L'Usine Nouvelle - Vous revendiquez une position de leader mondial dans les imprimantes de cartes plastiques. Comment vous situez-vous sur ce marché ?

Emmanuel Picot - Nous sommes leader mondial des solutions de personnalisation de cartes plastiques au format carte de crédit quelle que soit la technologie : carte à puce avec ou sans contact, carte à piste magnétique ou carte toute simple. Nous fabriquons nos systèmes d’impression dans notre usine à Angers. Nous sommes leader en volume avec un part de marché un peu en dessous de 30%.

Quel est le secret de votre réussite ?

D’abord nous sommes 100% focalisés alors que, chez nos concurrents, l’impression de cartes n’est qu’une activité parmi tant d’autres. Dès le début, nous avons eu une politique de qualité que nous n’avons pas cessé de développer depuis 18 ans. Les clients et utilisateurs de nos produits ont cette image d’une entreprise qui fait de la qualité. Parce que nous sommes dédiés à 100% à cette activité, nous sommes en capacité de ne pas livrer que des produits standards mais de les adapter aussi aux appels d’offre et demandes spécifiques des clients. Cette flexibilité, à la fois technique et industrielle, fait une grande différence. Nous sommes capables de faire des produits spécifiques que nos concurrents aux structures beaucoup plus importantes n’arrivent pas à faire ou ne le font pas aussi bien que nous et pas avec la même réactivité et la même flexibilité. Cette agilité industrielle est l’un de nos atouts et l’un de facteurs différenciant forts. Quand vous cumulez qualité globale, flexibilité, agilité industrielle et technique, et l’aspect dédié à cette industrie, vous avez les facteurs gagnants qui font qu’en quelques années nous sommes devenus leader mondial.

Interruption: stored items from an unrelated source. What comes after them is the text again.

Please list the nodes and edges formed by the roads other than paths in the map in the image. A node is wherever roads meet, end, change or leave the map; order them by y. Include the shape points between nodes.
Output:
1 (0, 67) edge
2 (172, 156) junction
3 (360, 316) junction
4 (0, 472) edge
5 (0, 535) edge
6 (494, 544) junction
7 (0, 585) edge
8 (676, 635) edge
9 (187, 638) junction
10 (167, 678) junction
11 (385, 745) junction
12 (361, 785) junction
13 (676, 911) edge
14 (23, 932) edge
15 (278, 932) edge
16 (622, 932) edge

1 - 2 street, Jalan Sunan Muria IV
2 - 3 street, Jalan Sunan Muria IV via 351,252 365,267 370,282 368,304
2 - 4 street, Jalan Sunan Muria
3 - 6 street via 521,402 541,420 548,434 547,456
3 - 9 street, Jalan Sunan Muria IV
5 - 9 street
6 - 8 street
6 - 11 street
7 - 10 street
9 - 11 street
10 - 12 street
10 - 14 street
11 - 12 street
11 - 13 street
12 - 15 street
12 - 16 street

Est-ce que vous voyez à terme des menaces ou des défis ?

Des défis, nous en voyons tous les jours avec les demandes spécifiques. Comme le monde évolue très vite, le défi est de continuer à la fois de grandir et de garder cette même agilité. Plus vous prenez une taille critique, moins vous êtes agile. Pour autant, dans un monde qui bouge très vite, il faut rester agile et s’adapter au marché. Le marché de la carte est excessivement varié en applications. Ces applications même par zones géographiques ne sont pas les mêmes. Les systèmes pour le monde bancaire aux Etats-Unis ne sont pas les mêmes qu'en Amérique du Sud. Ce n’est pas parce que vous êtes en capacité de produire un système spécifique qu’il sera le même dans toutes les zones géographiques. Cette agilité-là est un vrai défi industriel. La menace n’est pas sur le plan de la concurrence. Oui nos concurrents sont gros, oui ils ont plus de moyens, oui nous pouvons être challengés. Ce n’est pas là où je vois le risque et la menace. Au contraire, je trouve cela stimulant d’être challengé. La compétition n’est pas tant une menace mais une opportunité pour nous remettre en question et nous améliorer. Je vois la menace plutôt sur de nouvelles pratiques. Un exemple : le marché des cartes de fidélité sur lequel il y a quelques années nous vendions quelques milliers de machines. Aujourd’hui c’est un marché où nous ne vendons plus de machines, parce que le digital a pris le pas sur la carte. Il a fallu trouver de nouvelles opportunités et de nouveaux marchés pour nos produits pour compenser la perte de ce marché. La menace de demain sera de cette nature. Quelle sera la capacité de notre entreprise à aller chercher les nouvelles opportunités de demain pour compenser les marchés qui n’existeront plus car la carte aura disparu ? C’est cela le défi.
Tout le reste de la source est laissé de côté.